Além disso, o rastreamento é uma exigência cada vez maior nos países desenvolvidos, onde os consumidores, especialmente os mais ricos, fregueses que compram as carnes nobres, e caras, querem produtos que possam ser auditados na origem e qualidade.
Finalmente, adotar o rastreamento é bom para o país produtor, nota Moreira Ferreira. É uma garantia não apenas de cumprimento das condições sanitárias, como dá segurança jurídica a todo o processo.
O sistema é caro e trabalhoso. É preciso colocar um brinco com chips em cada animal, mas não há alternativa se o país quer ocupar a posição de líder mundial na exportação de carnes.
Pecuaristas e frigoríficos deveriam dividir os custos e assumir o processo, em vez de ficar reclamando e tentando enganar os europeus e o governo. E tem que ser uma atitude do setor privado, dada a óbvia incapacidade e incompetência do governo.
É possível fazer.

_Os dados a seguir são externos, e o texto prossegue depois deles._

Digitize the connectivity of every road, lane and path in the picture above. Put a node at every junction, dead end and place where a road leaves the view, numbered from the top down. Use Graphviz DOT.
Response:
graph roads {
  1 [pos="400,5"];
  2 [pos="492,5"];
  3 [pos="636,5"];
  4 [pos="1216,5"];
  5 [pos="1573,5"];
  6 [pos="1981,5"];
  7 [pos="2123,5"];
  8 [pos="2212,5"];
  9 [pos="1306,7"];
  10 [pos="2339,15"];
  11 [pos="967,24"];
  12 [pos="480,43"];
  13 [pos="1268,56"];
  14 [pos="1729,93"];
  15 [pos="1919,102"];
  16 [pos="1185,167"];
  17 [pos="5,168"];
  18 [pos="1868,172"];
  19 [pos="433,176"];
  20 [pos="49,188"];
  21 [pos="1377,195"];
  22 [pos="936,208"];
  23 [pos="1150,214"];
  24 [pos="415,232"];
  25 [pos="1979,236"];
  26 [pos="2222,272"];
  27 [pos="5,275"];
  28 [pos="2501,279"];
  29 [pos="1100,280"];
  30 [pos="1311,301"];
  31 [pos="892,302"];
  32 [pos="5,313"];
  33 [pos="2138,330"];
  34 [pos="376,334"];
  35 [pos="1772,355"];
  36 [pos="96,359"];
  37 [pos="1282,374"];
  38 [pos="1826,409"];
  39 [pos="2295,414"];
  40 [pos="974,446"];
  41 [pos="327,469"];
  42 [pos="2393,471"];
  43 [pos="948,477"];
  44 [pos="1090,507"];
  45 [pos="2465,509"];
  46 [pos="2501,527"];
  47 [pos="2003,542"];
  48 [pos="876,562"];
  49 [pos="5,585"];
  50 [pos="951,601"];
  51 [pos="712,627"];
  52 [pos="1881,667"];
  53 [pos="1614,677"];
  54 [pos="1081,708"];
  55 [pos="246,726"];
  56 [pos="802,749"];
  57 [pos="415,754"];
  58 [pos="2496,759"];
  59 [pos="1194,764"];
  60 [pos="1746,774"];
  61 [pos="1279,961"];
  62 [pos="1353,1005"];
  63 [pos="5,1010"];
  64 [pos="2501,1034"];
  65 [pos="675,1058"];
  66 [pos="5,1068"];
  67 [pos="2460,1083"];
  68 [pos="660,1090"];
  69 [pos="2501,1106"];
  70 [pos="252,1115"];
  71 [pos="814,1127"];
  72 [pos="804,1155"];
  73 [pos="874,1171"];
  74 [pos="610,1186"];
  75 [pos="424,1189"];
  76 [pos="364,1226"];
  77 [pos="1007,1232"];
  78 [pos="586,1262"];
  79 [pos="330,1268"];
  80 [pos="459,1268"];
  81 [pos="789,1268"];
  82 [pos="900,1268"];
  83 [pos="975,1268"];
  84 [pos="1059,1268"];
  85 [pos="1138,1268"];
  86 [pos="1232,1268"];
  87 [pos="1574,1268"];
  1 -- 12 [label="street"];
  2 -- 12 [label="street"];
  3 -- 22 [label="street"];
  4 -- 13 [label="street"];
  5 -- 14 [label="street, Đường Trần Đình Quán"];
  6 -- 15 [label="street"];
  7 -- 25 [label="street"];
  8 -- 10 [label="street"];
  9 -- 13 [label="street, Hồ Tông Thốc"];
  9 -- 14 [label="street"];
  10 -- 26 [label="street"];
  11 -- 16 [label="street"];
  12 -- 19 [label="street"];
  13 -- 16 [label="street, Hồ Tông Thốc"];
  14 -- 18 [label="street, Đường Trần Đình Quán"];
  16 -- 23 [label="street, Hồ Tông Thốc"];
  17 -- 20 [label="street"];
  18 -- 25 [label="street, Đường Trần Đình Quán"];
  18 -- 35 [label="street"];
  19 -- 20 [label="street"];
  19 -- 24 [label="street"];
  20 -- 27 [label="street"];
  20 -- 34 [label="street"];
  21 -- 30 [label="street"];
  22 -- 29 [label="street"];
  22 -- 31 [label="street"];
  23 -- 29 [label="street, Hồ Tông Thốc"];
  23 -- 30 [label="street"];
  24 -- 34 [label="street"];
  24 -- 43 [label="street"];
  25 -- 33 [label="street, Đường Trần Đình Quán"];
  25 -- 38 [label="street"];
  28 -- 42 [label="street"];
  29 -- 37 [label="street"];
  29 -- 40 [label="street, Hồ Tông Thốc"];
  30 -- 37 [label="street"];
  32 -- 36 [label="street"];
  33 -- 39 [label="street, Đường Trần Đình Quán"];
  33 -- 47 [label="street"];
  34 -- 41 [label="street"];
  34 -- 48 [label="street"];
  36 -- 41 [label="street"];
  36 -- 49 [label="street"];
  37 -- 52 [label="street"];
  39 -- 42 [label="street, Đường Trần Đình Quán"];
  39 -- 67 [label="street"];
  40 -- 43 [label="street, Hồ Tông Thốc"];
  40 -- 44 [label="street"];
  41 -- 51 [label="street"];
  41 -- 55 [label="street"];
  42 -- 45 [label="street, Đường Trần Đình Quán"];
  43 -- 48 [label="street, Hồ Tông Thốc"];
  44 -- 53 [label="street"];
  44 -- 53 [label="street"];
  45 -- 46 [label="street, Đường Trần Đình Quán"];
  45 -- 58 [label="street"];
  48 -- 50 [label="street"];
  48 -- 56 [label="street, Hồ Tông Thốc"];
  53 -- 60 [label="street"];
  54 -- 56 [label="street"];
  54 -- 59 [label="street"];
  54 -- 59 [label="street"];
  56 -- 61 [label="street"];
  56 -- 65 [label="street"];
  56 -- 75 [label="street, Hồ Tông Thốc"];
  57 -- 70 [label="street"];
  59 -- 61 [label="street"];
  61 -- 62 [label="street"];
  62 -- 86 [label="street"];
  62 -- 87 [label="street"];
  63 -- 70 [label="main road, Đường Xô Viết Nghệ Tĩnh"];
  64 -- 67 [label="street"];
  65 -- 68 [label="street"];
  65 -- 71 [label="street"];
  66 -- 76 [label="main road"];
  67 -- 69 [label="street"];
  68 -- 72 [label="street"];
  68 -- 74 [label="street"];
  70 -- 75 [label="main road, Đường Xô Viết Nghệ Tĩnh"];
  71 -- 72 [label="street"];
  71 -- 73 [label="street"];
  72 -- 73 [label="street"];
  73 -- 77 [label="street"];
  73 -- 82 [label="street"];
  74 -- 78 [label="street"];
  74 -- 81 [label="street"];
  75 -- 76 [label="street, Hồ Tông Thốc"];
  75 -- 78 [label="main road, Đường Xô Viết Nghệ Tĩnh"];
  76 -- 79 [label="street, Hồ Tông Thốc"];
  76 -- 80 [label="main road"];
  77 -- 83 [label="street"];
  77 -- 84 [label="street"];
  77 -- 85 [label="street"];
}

Já há no Brasil fazendas e frigoríficos de ponta, que acabam prejudicados pela situação dos outros e pelas confusões do governo.
Aliás, todo esse episódio é uma amostra do Brasil de hoje. De um lado, um agronegócio moderno, competitivo, que ganha espaço no mundo todo. De outro, empresários picaretas, vivendo às custas de politicagem. E um governo incompetente, que deixa politizar questões técnicas.